What you need to do => The following data has a line with "index pip: (219, 145)" and a line with "middle tip: (184, 162)". Write out exactly those lines and all the lines between them.

Extracted records =>
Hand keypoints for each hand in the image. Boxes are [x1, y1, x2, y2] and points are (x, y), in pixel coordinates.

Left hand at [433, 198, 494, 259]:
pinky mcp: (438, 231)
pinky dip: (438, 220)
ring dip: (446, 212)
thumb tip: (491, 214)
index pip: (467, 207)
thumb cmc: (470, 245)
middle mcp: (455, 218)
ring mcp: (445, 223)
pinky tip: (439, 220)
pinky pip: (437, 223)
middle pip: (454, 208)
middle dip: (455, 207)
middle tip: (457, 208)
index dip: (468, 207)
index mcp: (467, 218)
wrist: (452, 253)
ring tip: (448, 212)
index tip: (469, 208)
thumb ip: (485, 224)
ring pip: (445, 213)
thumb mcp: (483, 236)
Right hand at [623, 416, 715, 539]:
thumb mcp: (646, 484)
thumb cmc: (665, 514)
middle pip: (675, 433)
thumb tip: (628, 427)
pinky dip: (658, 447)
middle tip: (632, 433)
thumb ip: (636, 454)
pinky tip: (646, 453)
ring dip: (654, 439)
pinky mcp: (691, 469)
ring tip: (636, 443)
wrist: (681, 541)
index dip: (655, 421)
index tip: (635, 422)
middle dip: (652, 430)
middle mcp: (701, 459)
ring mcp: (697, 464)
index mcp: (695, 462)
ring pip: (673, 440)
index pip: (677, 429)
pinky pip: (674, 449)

...

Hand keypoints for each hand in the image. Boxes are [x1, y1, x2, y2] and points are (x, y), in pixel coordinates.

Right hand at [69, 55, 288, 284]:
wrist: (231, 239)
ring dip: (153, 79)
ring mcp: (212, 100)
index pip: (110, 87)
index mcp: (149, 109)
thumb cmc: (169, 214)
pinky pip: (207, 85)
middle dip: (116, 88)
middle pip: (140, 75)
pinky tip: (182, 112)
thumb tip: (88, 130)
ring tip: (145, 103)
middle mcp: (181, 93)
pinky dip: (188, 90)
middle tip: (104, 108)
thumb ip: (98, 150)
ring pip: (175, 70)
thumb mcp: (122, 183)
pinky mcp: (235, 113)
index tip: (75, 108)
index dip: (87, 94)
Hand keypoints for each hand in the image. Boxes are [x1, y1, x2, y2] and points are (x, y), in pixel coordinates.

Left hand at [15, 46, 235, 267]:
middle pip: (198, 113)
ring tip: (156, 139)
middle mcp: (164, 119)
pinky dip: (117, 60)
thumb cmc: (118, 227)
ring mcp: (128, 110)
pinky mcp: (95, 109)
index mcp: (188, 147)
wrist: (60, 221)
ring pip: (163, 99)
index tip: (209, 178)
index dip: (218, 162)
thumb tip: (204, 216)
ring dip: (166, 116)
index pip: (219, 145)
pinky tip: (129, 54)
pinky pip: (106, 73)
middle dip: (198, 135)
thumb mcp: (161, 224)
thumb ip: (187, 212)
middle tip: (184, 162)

Answer box =>
index pip: (219, 145)
pinky tip: (129, 54)
pinky pip: (106, 73)
middle dip: (198, 135)
thumb mcp: (161, 224)
thumb ip: (187, 212)
middle tip: (184, 162)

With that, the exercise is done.